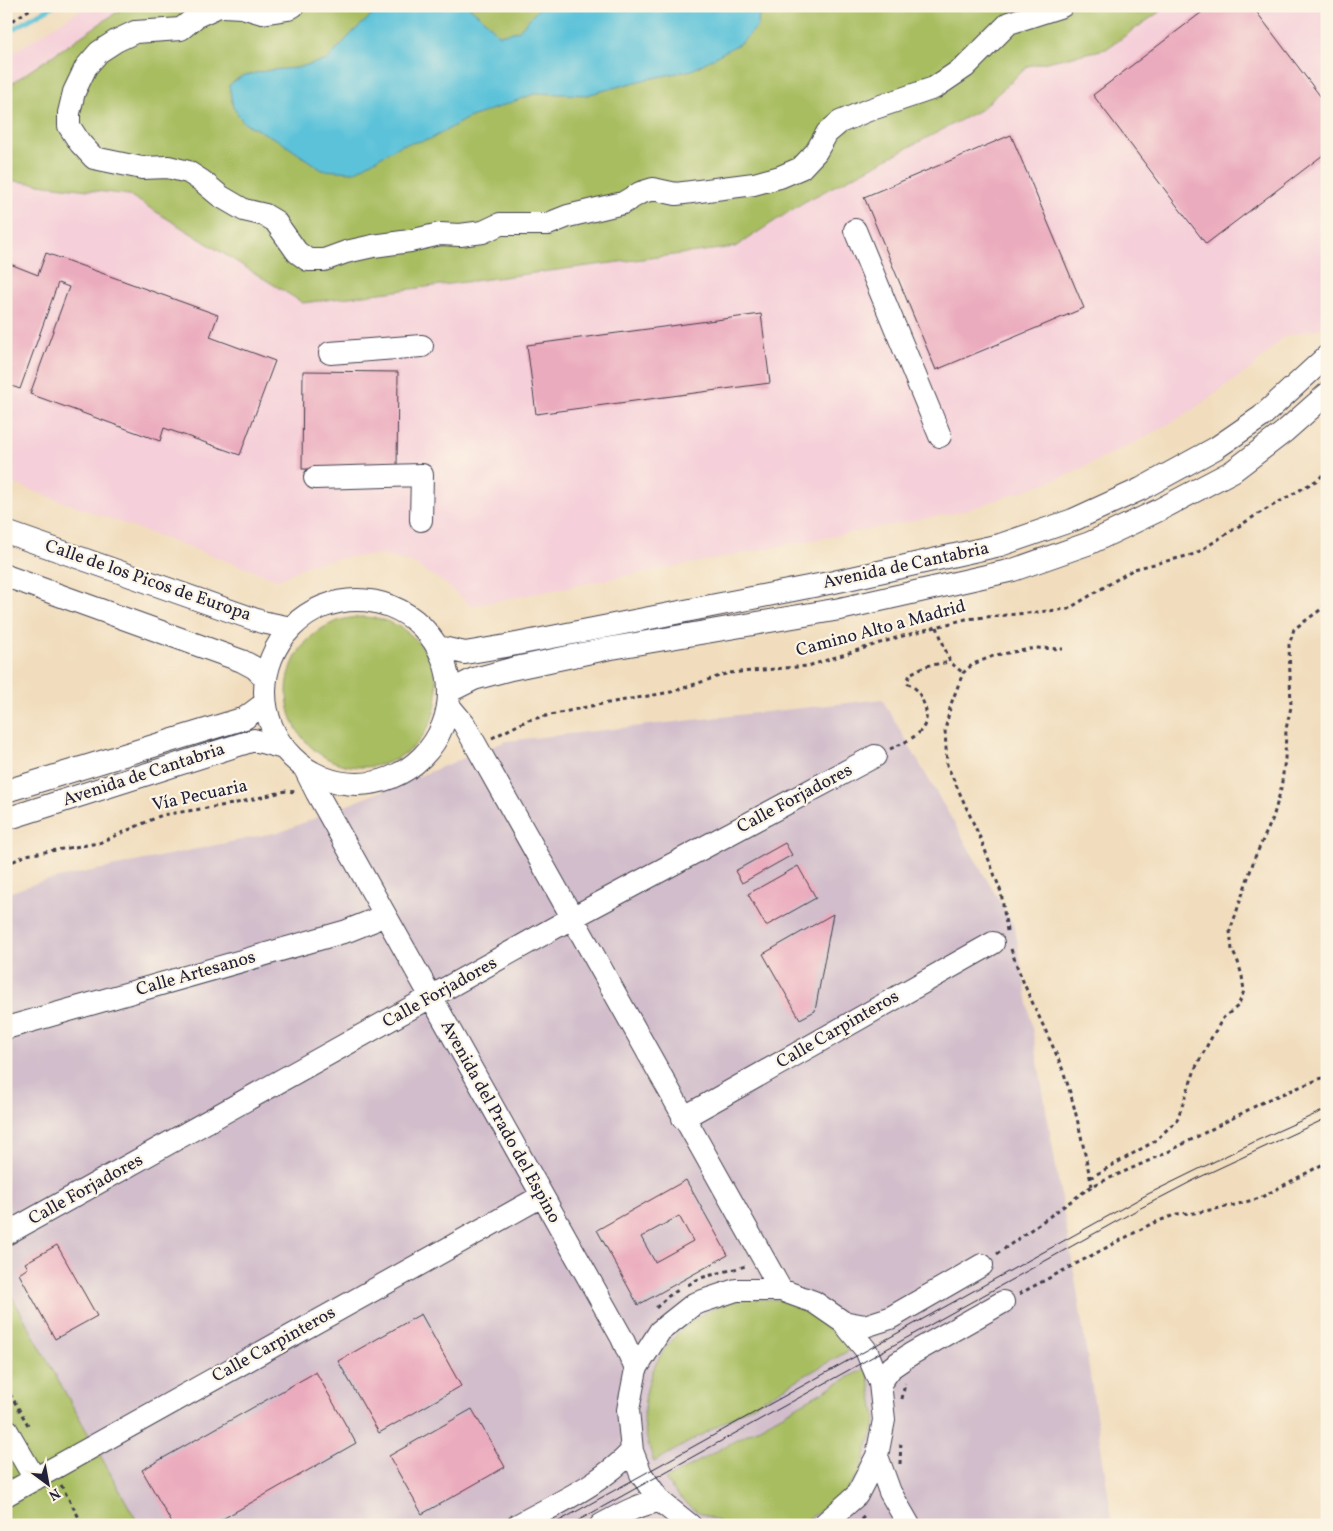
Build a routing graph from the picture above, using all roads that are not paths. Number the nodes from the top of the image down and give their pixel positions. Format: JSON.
{"nodes":[{"id":1,"x":219,"y":6,"type":"edge"},
{"id":2,"x":223,"y":6,"type":"edge"},
{"id":3,"x":293,"y":6,"type":"edge"},
{"id":4,"x":1062,"y":6,"type":"edge"},
{"id":5,"x":242,"y":7,"type":"edge"},
{"id":6,"x":855,"y":230,"type":"dead end"},
{"id":7,"x":422,"y":346,"type":"dead end"},
{"id":8,"x":330,"y":353,"type":"dead end"},
{"id":9,"x":1327,"y":356,"type":"edge"},
{"id":10,"x":1327,"y":394,"type":"edge"},
{"id":11,"x":940,"y":436,"type":"dead end"},
{"id":12,"x":315,"y":478,"type":"dead end"},
{"id":13,"x":421,"y":520,"type":"dead end"},
{"id":14,"x":6,"y":532,"type":"edge"},
{"id":15,"x":6,"y":576,"type":"edge"},
{"id":16,"x":291,"y":628,"type":"junction"},
{"id":17,"x":438,"y":647,"type":"junction"},
{"id":18,"x":266,"y":679,"type":"junction"},
{"id":19,"x":449,"y":698,"type":"junction"},
{"id":20,"x":265,"y":703,"type":"junction"},
{"id":21,"x":283,"y":748,"type":"junction"},
{"id":22,"x":876,"y":756,"type":"road end"},
{"id":23,"x":305,"y":769,"type":"junction"},
{"id":24,"x":6,"y":791,"type":"edge"},
{"id":25,"x":6,"y":819,"type":"edge"},
{"id":26,"x":384,"y":914,"type":"junction"},
{"id":27,"x":572,"y":918,"type":"junction"},
{"id":28,"x":1004,"y":943,"type":"road end"},
{"id":29,"x":431,"y":997,"type":"junction"},
{"id":30,"x":6,"y":1028,"type":"edge"},
{"id":31,"x":684,"y":1118,"type":"junction"},
{"id":32,"x":542,"y":1196,"type":"junction"},
{"id":33,"x":6,"y":1234,"type":"edge"},
{"id":34,"x":982,"y":1265,"type":"road end"},
{"id":35,"x":781,"y":1290,"type":"junction"},
{"id":36,"x":1003,"y":1302,"type":"road end"},
{"id":37,"x":843,"y":1322,"type":"junction"},
{"id":38,"x":636,"y":1370,"type":"junction"},
{"id":39,"x":880,"y":1383,"type":"junction"},
{"id":40,"x":6,"y":1429,"type":"edge"},
{"id":41,"x":632,"y":1451,"type":"junction"},
{"id":42,"x":877,"y":1456,"type":"junction"},
{"id":43,"x":35,"y":1479,"type":"junction"},
{"id":44,"x":6,"y":1495,"type":"edge"},
{"id":45,"x":660,"y":1501,"type":"junction"},
{"id":46,"x":518,"y":1525,"type":"edge"},
{"id":47,"x":601,"y":1525,"type":"edge"},
{"id":48,"x":690,"y":1525,"type":"edge"},
{"id":49,"x":823,"y":1525,"type":"edge"},
{"id":50,"x":908,"y":1525,"type":"edge"}],
"edges":[{"from":1,"to":4,"type":"street"},
{"from":2,"to":5,"type":"street"},
{"from":3,"to":5,"type":"street"},
{"from":6,"to":11,"type":"street"},
{"from":7,"to":8,"type":"street"},
{"from":9,"to":17,"type":"street","name":"Avenida de Cantabria"},
{"from":10,"to":19,"type":"street","name":"Avenida de Cantabria"},
{"from":12,"to":13,"type":"street"},
{"from":14,"to":16,"type":"street","name":"Calle de los Picos de Europa"},
{"from":15,"to":18,"type":"street"},
{"from":16,"to":17,"type":"street"},
{"from":16,"to":18,"type":"street"},
{"from":17,"to":19,"type":"street"},
{"from":18,"to":20,"type":"street"},
{"from":19,"to":23,"type":"street"},
{"from":19,"to":27,"type":"street"},
{"from":20,"to":21,"type":"street"},
{"from":20,"to":24,"type":"street","name":"Avenida de Cantabria"},
{"from":21,"to":23,"type":"street"},
{"from":21,"to":25,"type":"street","name":"Avenida de Cantabria"},
{"from":22,"to":27,"type":"street","name":"Calle Forjadores"},
{"from":23,"to":26,"type":"street","name":"Avenida del Prado del Espino"},
{"from":26,"to":29,"type":"street","name":"Avenida del Prado del Espino"},
{"from":26,"to":30,"type":"street","name":"Calle Artesanos"},
{"from":27,"to":29,"type":"street","name":"Calle Forjadores"},
{"from":27,"to":31,"type":"street"},
{"from":28,"to":31,"type":"street","name":"Calle Carpinteros"},
{"from":29,"to":32,"type":"street","name":"Avenida del Prado del Espino"},
{"from":29,"to":33,"type":"street","name":"Calle Forjadores"},
{"from":31,"to":35,"type":"street"},
{"from":32,"to":38,"type":"street","name":"Avenida del Prado del Espino"},
{"from":32,"to":43,"type":"street","name":"Calle Carpinteros"},
{"from":34,"to":37,"type":"street"},
{"from":35,"to":37,"type":"street"},
{"from":35,"to":38,"type":"street"},
{"from":36,"to":39,"type":"street"},
{"from":37,"to":39,"type":"street"},
{"from":38,"to":41,"type":"street"},
{"from":39,"to":42,"type":"street"},
{"from":40,"to":43,"type":"street"},
{"from":41,"to":45,"type":"street"},
{"from":41,"to":46,"type":"street"},
{"from":42,"to":49,"type":"street"},
{"from":42,"to":50,"type":"street"},
{"from":43,"to":44,"type":"street","name":"Calle Carpinteros"},
{"from":45,"to":47,"type":"street"},
{"from":45,"to":48,"type":"street"}]}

• • •

DIRECTIONS: Apart from the pictures, the material above has to be repeated exactly.

OUTPUT OF THE TASK:
Build a routing graph from the picture above, using all roads that are not paths. Number the nodes from the top of the image down and give their pixel positions. Format: JSON.
{"nodes":[{"id":1,"x":219,"y":6,"type":"edge"},
{"id":2,"x":223,"y":6,"type":"edge"},
{"id":3,"x":293,"y":6,"type":"edge"},
{"id":4,"x":1062,"y":6,"type":"edge"},
{"id":5,"x":242,"y":7,"type":"edge"},
{"id":6,"x":855,"y":230,"type":"dead end"},
{"id":7,"x":422,"y":346,"type":"dead end"},
{"id":8,"x":330,"y":353,"type":"dead end"},
{"id":9,"x":1327,"y":356,"type":"edge"},
{"id":10,"x":1327,"y":394,"type":"edge"},
{"id":11,"x":940,"y":436,"type":"dead end"},
{"id":12,"x":315,"y":478,"type":"dead end"},
{"id":13,"x":421,"y":520,"type":"dead end"},
{"id":14,"x":6,"y":532,"type":"edge"},
{"id":15,"x":6,"y":576,"type":"edge"},
{"id":16,"x":291,"y":628,"type":"junction"},
{"id":17,"x":438,"y":647,"type":"junction"},
{"id":18,"x":266,"y":679,"type":"junction"},
{"id":19,"x":449,"y":698,"type":"junction"},
{"id":20,"x":265,"y":703,"type":"junction"},
{"id":21,"x":283,"y":748,"type":"junction"},
{"id":22,"x":876,"y":756,"type":"road end"},
{"id":23,"x":305,"y":769,"type":"junction"},
{"id":24,"x":6,"y":791,"type":"edge"},
{"id":25,"x":6,"y":819,"type":"edge"},
{"id":26,"x":384,"y":914,"type":"junction"},
{"id":27,"x":572,"y":918,"type":"junction"},
{"id":28,"x":1004,"y":943,"type":"road end"},
{"id":29,"x":431,"y":997,"type":"junction"},
{"id":30,"x":6,"y":1028,"type":"edge"},
{"id":31,"x":684,"y":1118,"type":"junction"},
{"id":32,"x":542,"y":1196,"type":"junction"},
{"id":33,"x":6,"y":1234,"type":"edge"},
{"id":34,"x":982,"y":1265,"type":"road end"},
{"id":35,"x":781,"y":1290,"type":"junction"},
{"id":36,"x":1003,"y":1302,"type":"road end"},
{"id":37,"x":843,"y":1322,"type":"junction"},
{"id":38,"x":636,"y":1370,"type":"junction"},
{"id":39,"x":880,"y":1383,"type":"junction"},
{"id":40,"x":6,"y":1429,"type":"edge"},
{"id":41,"x":632,"y":1451,"type":"junction"},
{"id":42,"x":877,"y":1456,"type":"junction"},
{"id":43,"x":35,"y":1479,"type":"junction"},
{"id":44,"x":6,"y":1495,"type":"edge"},
{"id":45,"x":660,"y":1501,"type":"junction"},
{"id":46,"x":518,"y":1525,"type":"edge"},
{"id":47,"x":601,"y":1525,"type":"edge"},
{"id":48,"x":690,"y":1525,"type":"edge"},
{"id":49,"x":823,"y":1525,"type":"edge"},
{"id":50,"x":908,"y":1525,"type":"edge"}],
"edges":[{"from":1,"to":4,"type":"street"},
{"from":2,"to":5,"type":"street"},
{"from":3,"to":5,"type":"street"},
{"from":6,"to":11,"type":"street"},
{"from":7,"to":8,"type":"street"},
{"from":9,"to":17,"type":"street","name":"Avenida de Cantabria"},
{"from":10,"to":19,"type":"street","name":"Avenida de Cantabria"},
{"from":12,"to":13,"type":"street"},
{"from":14,"to":16,"type":"street","name":"Calle de los Picos de Europa"},
{"from":15,"to":18,"type":"street"},
{"from":16,"to":17,"type":"street"},
{"from":16,"to":18,"type":"street"},
{"from":17,"to":19,"type":"street"},
{"from":18,"to":20,"type":"street"},
{"from":19,"to":23,"type":"street"},
{"from":19,"to":27,"type":"street"},
{"from":20,"to":21,"type":"street"},
{"from":20,"to":24,"type":"street","name":"Avenida de Cantabria"},
{"from":21,"to":23,"type":"street"},
{"from":21,"to":25,"type":"street","name":"Avenida de Cantabria"},
{"from":22,"to":27,"type":"street","name":"Calle Forjadores"},
{"from":23,"to":26,"type":"street","name":"Avenida del Prado del Espino"},
{"from":26,"to":29,"type":"street","name":"Avenida del Prado del Espino"},
{"from":26,"to":30,"type":"street","name":"Calle Artesanos"},
{"from":27,"to":29,"type":"street","name":"Calle Forjadores"},
{"from":27,"to":31,"type":"street"},
{"from":28,"to":31,"type":"street","name":"Calle Carpinteros"},
{"from":29,"to":32,"type":"street","name":"Avenida del Prado del Espino"},
{"from":29,"to":33,"type":"street","name":"Calle Forjadores"},
{"from":31,"to":35,"type":"street"},
{"from":32,"to":38,"type":"street","name":"Avenida del Prado del Espino"},
{"from":32,"to":43,"type":"street","name":"Calle Carpinteros"},
{"from":34,"to":37,"type":"street"},
{"from":35,"to":37,"type":"street"},
{"from":35,"to":38,"type":"street"},
{"from":36,"to":39,"type":"street"},
{"from":37,"to":39,"type":"street"},
{"from":38,"to":41,"type":"street"},
{"from":39,"to":42,"type":"street"},
{"from":40,"to":43,"type":"street"},
{"from":41,"to":45,"type":"street"},
{"from":41,"to":46,"type":"street"},
{"from":42,"to":49,"type":"street"},
{"from":42,"to":50,"type":"street"},
{"from":43,"to":44,"type":"street","name":"Calle Carpinteros"},
{"from":45,"to":47,"type":"street"},
{"from":45,"to":48,"type":"street"}]}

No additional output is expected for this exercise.